### ABOUT THIS EXERCISE
From the first record to the last, write each one out again exactly.

DATA FOR THIS EXERCISE below:

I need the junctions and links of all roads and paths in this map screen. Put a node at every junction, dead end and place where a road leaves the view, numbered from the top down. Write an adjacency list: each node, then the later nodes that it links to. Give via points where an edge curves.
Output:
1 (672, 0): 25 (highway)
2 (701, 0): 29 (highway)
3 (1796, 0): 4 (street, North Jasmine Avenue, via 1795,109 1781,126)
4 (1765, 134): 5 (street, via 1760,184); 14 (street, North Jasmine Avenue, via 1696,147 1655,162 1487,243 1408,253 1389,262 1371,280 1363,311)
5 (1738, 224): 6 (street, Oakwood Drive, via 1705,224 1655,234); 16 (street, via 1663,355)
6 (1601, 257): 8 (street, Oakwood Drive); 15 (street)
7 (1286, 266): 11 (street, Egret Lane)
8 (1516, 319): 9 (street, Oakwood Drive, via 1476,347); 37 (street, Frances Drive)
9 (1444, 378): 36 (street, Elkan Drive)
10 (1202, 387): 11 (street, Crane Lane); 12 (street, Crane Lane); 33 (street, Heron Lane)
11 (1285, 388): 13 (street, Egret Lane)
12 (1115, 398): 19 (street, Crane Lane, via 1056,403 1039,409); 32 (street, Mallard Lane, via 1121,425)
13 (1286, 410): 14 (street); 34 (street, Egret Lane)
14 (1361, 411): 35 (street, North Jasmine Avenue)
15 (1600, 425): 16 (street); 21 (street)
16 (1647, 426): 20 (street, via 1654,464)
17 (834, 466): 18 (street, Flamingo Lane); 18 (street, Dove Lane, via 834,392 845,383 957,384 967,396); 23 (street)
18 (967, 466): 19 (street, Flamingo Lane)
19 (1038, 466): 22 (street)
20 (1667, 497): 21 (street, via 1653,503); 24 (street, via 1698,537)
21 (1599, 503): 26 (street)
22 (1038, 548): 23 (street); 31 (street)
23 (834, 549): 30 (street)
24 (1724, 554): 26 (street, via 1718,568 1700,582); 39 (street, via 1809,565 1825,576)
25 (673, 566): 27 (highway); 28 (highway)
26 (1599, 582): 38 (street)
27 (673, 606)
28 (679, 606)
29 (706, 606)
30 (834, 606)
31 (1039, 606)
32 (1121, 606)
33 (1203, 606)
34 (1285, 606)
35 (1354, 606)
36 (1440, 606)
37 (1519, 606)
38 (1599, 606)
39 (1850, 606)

End of DATA FOR THIS EXERCISE.

### RESPONSE
I need the junctions and links of all roads and paths in this map screen. Put a node at every junction, dead end and place where a road leaves the view, numbered from the top down. Write an adjacency list: each node, then the later nodes that it links to. Give via points where an edge curves.
Output:
1 (672, 0): 25 (highway)
2 (701, 0): 29 (highway)
3 (1796, 0): 4 (street, North Jasmine Avenue, via 1795,109 1781,126)
4 (1765, 134): 5 (street, via 1760,184); 14 (street, North Jasmine Avenue, via 1696,147 1655,162 1487,243 1408,253 1389,262 1371,280 1363,311)
5 (1738, 224): 6 (street, Oakwood Drive, via 1705,224 1655,234); 16 (street, via 1663,355)
6 (1601, 257): 8 (street, Oakwood Drive); 15 (street)
7 (1286, 266): 11 (street, Egret Lane)
8 (1516, 319): 9 (street, Oakwood Drive, via 1476,347); 37 (street, Frances Drive)
9 (1444, 378): 36 (street, Elkan Drive)
10 (1202, 387): 11 (street, Crane Lane); 12 (street, Crane Lane); 33 (street, Heron Lane)
11 (1285, 388): 13 (street, Egret Lane)
12 (1115, 398): 19 (street, Crane Lane, via 1056,403 1039,409); 32 (street, Mallard Lane, via 1121,425)
13 (1286, 410): 14 (street); 34 (street, Egret Lane)
14 (1361, 411): 35 (street, North Jasmine Avenue)
15 (1600, 425): 16 (street); 21 (street)
16 (1647, 426): 20 (street, via 1654,464)
17 (834, 466): 18 (street, Flamingo Lane); 18 (street, Dove Lane, via 834,392 845,383 957,384 967,396); 23 (street)
18 (967, 466): 19 (street, Flamingo Lane)
19 (1038, 466): 22 (street)
20 (1667, 497): 21 (street, via 1653,503); 24 (street, via 1698,537)
21 (1599, 503): 26 (street)
22 (1038, 548): 23 (street); 31 (street)
23 (834, 549): 30 (street)
24 (1724, 554): 26 (street, via 1718,568 1700,582); 39 (street, via 1809,565 1825,576)
25 (673, 566): 27 (highway); 28 (highway)
26 (1599, 582): 38 (street)
27 (673, 606)
28 (679, 606)
29 (706, 606)
30 (834, 606)
31 (1039, 606)
32 (1121, 606)
33 (1203, 606)
34 (1285, 606)
35 (1354, 606)
36 (1440, 606)
37 (1519, 606)
38 (1599, 606)
39 (1850, 606)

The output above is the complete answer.